►

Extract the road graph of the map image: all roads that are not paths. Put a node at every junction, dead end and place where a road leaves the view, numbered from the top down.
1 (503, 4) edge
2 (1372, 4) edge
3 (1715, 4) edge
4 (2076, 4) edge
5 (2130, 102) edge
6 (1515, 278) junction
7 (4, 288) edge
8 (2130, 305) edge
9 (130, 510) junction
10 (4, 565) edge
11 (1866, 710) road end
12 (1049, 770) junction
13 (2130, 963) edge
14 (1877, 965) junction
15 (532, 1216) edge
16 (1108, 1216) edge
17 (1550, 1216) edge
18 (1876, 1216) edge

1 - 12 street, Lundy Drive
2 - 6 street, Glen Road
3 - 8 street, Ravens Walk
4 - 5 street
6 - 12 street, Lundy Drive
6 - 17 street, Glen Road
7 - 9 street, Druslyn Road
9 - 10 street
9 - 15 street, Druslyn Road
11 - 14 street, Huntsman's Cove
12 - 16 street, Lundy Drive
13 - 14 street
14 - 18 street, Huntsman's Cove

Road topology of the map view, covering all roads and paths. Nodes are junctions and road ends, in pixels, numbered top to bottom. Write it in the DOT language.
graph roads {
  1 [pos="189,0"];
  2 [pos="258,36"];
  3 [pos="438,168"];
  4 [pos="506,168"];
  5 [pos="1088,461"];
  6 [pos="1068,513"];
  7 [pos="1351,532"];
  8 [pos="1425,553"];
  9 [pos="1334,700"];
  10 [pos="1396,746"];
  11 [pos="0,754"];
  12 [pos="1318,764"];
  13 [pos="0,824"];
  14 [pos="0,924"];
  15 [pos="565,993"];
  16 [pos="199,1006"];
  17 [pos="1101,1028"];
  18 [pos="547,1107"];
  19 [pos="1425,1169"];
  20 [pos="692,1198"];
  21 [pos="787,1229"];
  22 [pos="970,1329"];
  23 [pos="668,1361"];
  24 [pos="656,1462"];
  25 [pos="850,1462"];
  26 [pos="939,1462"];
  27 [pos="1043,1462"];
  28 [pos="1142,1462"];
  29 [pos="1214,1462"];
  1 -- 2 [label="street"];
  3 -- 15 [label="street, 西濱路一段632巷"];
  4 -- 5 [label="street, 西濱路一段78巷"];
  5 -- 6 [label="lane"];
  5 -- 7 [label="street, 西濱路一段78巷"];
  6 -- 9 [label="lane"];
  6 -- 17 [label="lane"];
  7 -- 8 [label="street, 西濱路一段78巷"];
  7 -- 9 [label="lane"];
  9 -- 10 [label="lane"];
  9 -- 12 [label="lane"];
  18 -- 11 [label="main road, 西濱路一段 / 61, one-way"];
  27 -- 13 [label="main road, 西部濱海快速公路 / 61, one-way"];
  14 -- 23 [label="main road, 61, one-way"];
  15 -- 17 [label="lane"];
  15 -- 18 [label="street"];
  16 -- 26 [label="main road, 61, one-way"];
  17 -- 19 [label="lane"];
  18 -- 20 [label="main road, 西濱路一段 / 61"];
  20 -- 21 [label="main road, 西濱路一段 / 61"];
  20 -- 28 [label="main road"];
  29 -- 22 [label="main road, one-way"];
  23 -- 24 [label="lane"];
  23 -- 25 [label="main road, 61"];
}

◄

*Exercise prompt*. From the entries above, copy every line where the word "Drive" shows up.

*Task output*.
1 - 12 street, Lundy Drive
6 - 12 street, Lundy Drive
12 - 16 street, Lundy Drive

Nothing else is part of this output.